--- Directions ---
Scanning the listing below, tally every line where the string "Indah" shows up, then state the count alone.

--- Information shown ---
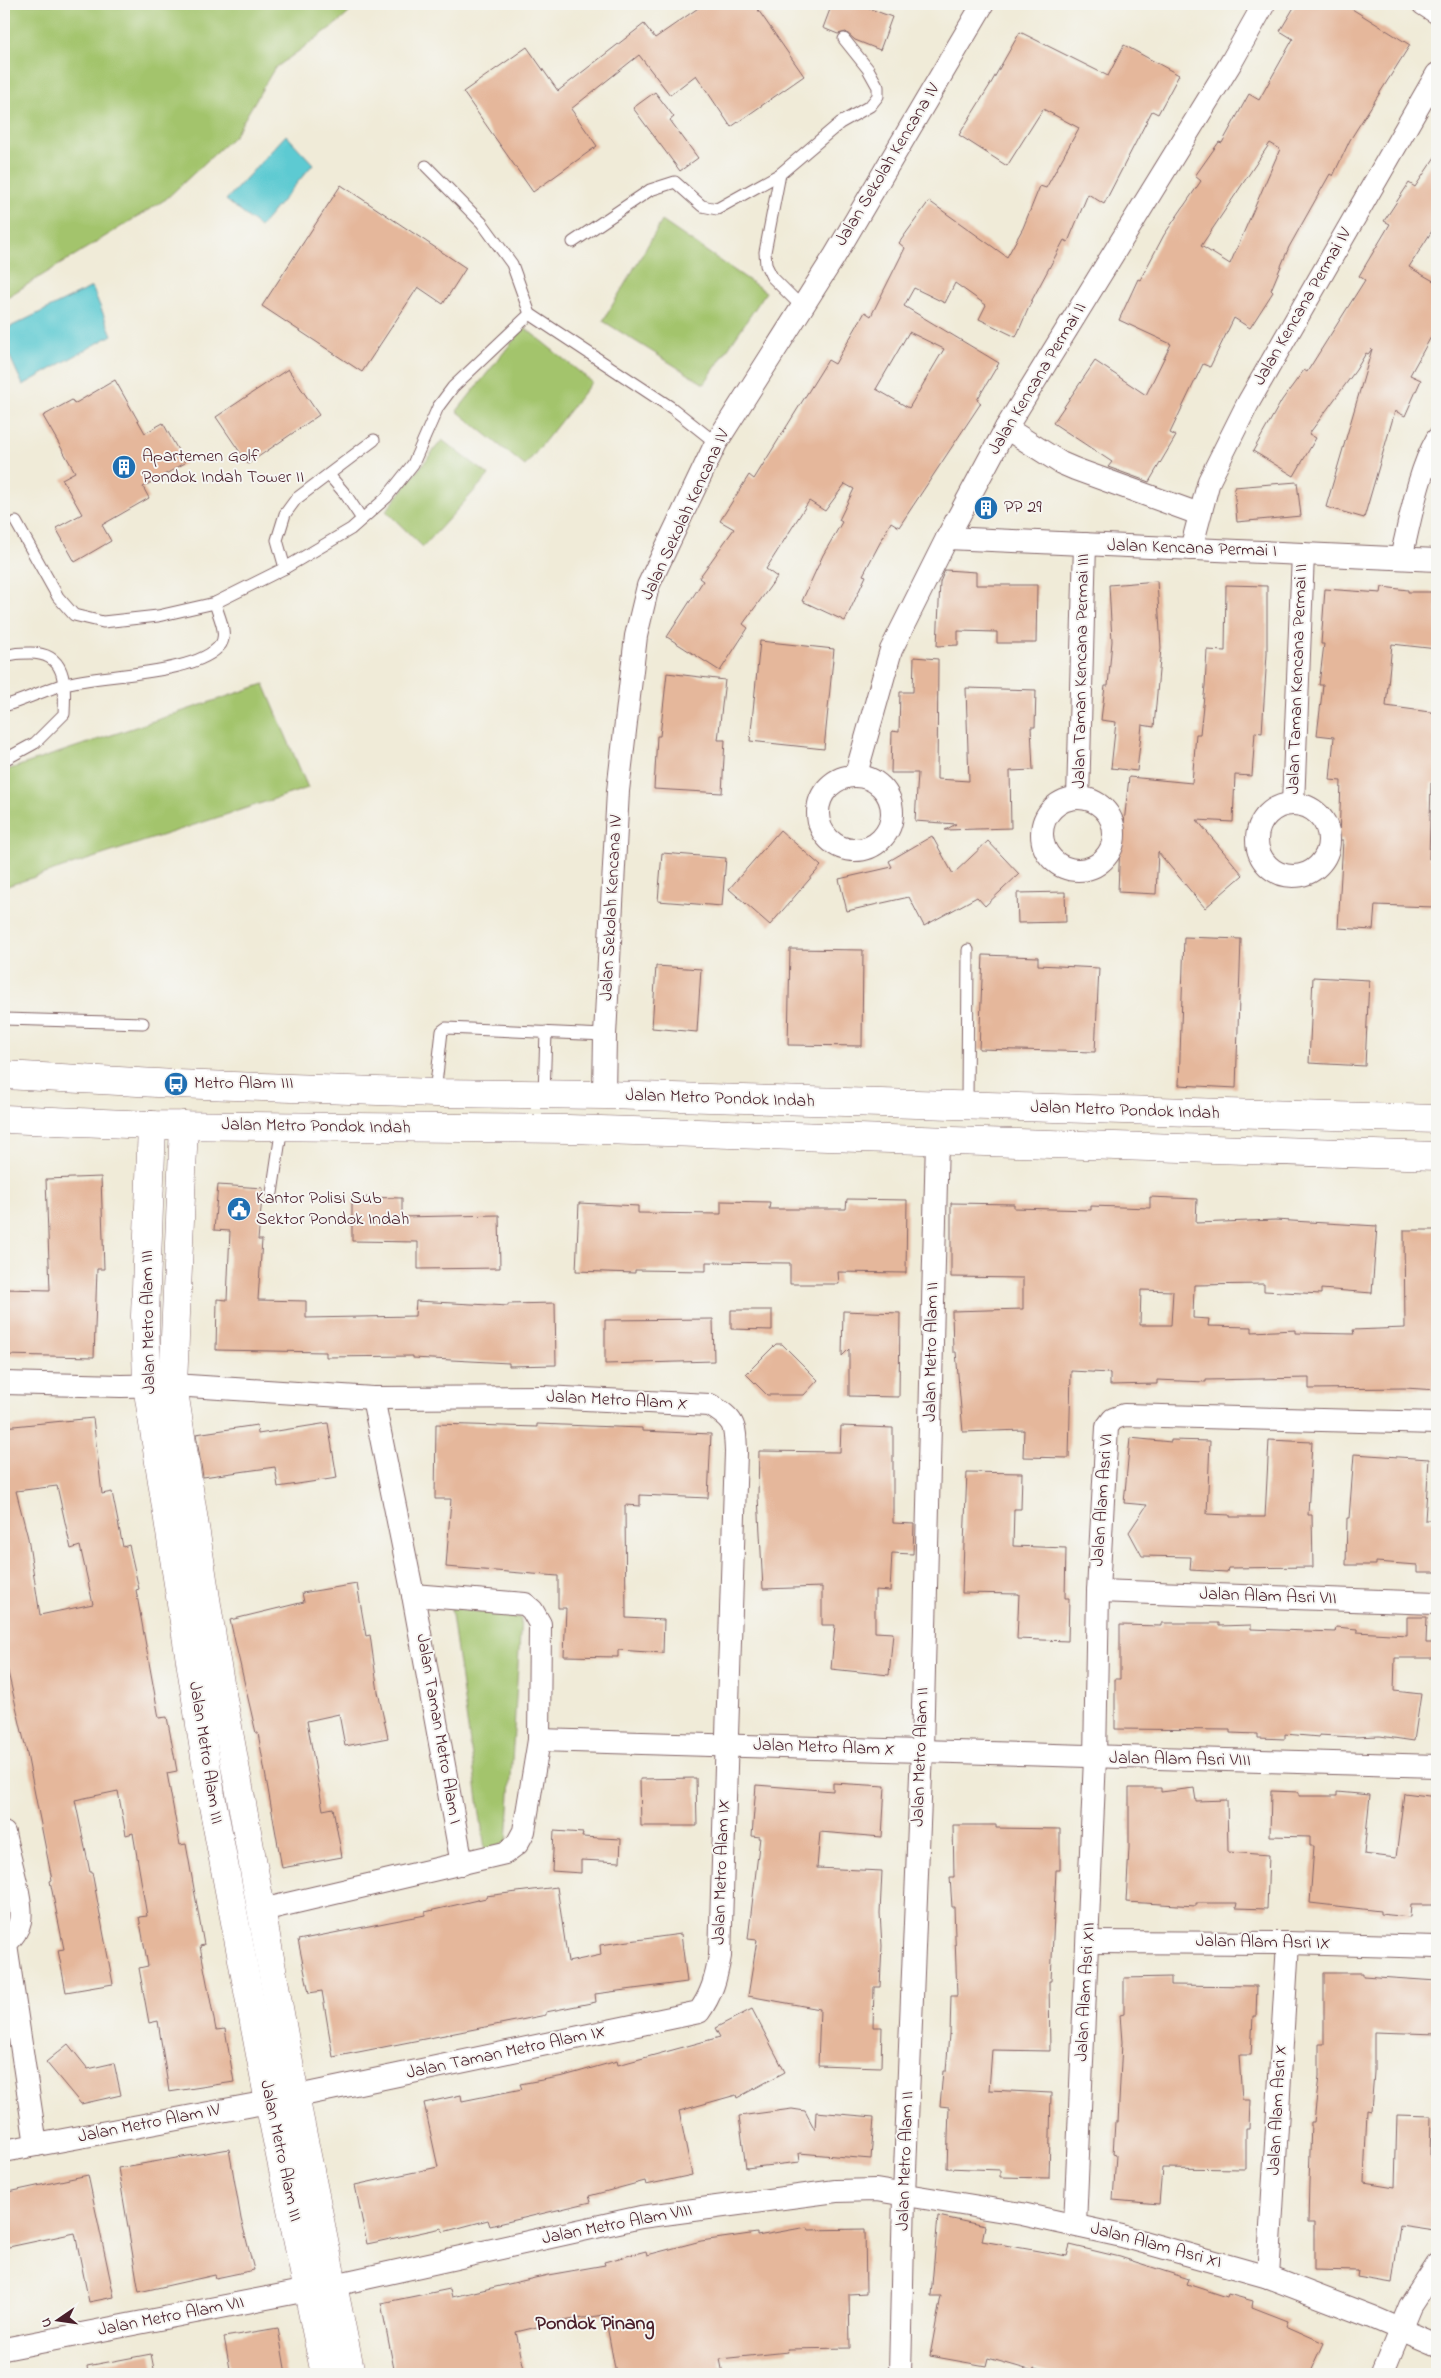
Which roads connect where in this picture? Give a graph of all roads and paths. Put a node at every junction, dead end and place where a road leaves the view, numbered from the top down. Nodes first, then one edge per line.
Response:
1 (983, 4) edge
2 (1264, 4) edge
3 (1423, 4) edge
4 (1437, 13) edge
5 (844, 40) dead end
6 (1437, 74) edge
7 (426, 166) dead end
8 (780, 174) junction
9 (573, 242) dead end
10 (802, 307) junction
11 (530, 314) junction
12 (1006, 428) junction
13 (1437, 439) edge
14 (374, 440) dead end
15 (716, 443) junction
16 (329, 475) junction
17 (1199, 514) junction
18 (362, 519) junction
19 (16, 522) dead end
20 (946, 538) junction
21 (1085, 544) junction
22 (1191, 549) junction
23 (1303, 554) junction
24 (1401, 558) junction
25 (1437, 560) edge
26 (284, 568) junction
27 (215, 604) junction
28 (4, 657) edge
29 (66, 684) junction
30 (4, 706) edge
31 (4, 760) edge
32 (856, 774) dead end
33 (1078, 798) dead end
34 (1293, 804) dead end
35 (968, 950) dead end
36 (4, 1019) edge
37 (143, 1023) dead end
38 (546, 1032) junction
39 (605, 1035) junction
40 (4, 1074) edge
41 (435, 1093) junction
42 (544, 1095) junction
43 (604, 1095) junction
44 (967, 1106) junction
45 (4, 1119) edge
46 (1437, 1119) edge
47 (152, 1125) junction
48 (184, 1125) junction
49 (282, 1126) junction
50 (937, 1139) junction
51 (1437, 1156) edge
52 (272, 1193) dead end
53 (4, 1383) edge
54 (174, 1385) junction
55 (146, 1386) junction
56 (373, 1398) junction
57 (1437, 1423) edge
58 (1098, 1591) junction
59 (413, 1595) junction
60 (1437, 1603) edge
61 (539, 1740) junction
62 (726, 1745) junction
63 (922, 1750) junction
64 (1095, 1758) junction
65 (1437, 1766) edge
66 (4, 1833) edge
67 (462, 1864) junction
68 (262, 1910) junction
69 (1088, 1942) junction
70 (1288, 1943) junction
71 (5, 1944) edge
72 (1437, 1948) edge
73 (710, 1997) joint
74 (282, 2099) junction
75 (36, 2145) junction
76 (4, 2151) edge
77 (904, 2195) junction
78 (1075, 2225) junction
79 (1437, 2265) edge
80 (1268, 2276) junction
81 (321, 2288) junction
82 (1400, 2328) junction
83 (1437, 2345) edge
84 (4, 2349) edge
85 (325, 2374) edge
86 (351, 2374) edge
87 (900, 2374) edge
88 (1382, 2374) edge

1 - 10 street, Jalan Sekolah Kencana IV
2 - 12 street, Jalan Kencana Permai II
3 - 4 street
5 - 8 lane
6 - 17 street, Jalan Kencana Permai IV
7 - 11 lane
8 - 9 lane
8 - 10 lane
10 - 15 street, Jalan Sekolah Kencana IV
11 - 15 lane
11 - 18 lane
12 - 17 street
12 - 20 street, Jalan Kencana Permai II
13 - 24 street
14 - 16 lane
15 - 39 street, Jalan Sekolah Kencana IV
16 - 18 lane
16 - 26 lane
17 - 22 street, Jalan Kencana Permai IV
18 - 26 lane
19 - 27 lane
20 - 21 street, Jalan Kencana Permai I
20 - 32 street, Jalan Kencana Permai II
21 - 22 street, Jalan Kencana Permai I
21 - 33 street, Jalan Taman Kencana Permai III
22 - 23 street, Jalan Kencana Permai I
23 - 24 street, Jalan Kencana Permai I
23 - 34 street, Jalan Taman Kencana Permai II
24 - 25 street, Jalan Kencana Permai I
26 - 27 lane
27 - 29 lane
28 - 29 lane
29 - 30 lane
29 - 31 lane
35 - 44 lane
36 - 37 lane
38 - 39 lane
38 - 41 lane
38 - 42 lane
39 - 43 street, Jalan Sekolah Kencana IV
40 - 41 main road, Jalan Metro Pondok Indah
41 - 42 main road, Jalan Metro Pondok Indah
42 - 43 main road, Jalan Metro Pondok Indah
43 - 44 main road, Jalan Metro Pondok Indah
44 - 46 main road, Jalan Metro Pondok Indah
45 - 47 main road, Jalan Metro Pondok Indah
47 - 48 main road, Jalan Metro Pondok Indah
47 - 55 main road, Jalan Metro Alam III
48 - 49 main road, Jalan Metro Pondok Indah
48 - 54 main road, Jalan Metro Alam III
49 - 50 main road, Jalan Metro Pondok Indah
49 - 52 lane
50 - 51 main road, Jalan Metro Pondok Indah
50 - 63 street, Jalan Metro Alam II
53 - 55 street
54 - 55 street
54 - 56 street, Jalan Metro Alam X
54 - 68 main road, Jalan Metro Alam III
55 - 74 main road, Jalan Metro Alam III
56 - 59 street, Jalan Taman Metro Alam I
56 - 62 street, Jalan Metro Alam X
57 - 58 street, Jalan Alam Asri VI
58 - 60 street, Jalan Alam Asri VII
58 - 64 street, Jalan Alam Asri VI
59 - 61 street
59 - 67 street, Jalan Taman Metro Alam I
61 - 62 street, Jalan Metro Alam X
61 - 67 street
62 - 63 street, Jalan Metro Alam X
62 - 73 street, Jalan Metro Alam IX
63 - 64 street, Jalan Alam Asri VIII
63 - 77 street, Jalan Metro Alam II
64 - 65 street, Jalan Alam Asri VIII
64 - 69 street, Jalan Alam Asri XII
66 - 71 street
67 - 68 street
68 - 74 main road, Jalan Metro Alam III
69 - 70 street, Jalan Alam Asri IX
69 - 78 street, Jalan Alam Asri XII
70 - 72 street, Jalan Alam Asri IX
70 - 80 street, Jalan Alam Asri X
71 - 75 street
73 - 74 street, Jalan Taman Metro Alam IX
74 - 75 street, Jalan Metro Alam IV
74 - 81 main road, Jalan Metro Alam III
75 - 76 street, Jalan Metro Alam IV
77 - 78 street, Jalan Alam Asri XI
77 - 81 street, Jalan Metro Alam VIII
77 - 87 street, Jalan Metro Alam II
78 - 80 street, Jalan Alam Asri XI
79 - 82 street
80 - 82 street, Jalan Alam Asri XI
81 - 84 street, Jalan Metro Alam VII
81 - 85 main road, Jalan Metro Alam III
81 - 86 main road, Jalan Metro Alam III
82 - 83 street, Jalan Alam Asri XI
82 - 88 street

--- Solution for this task ---
10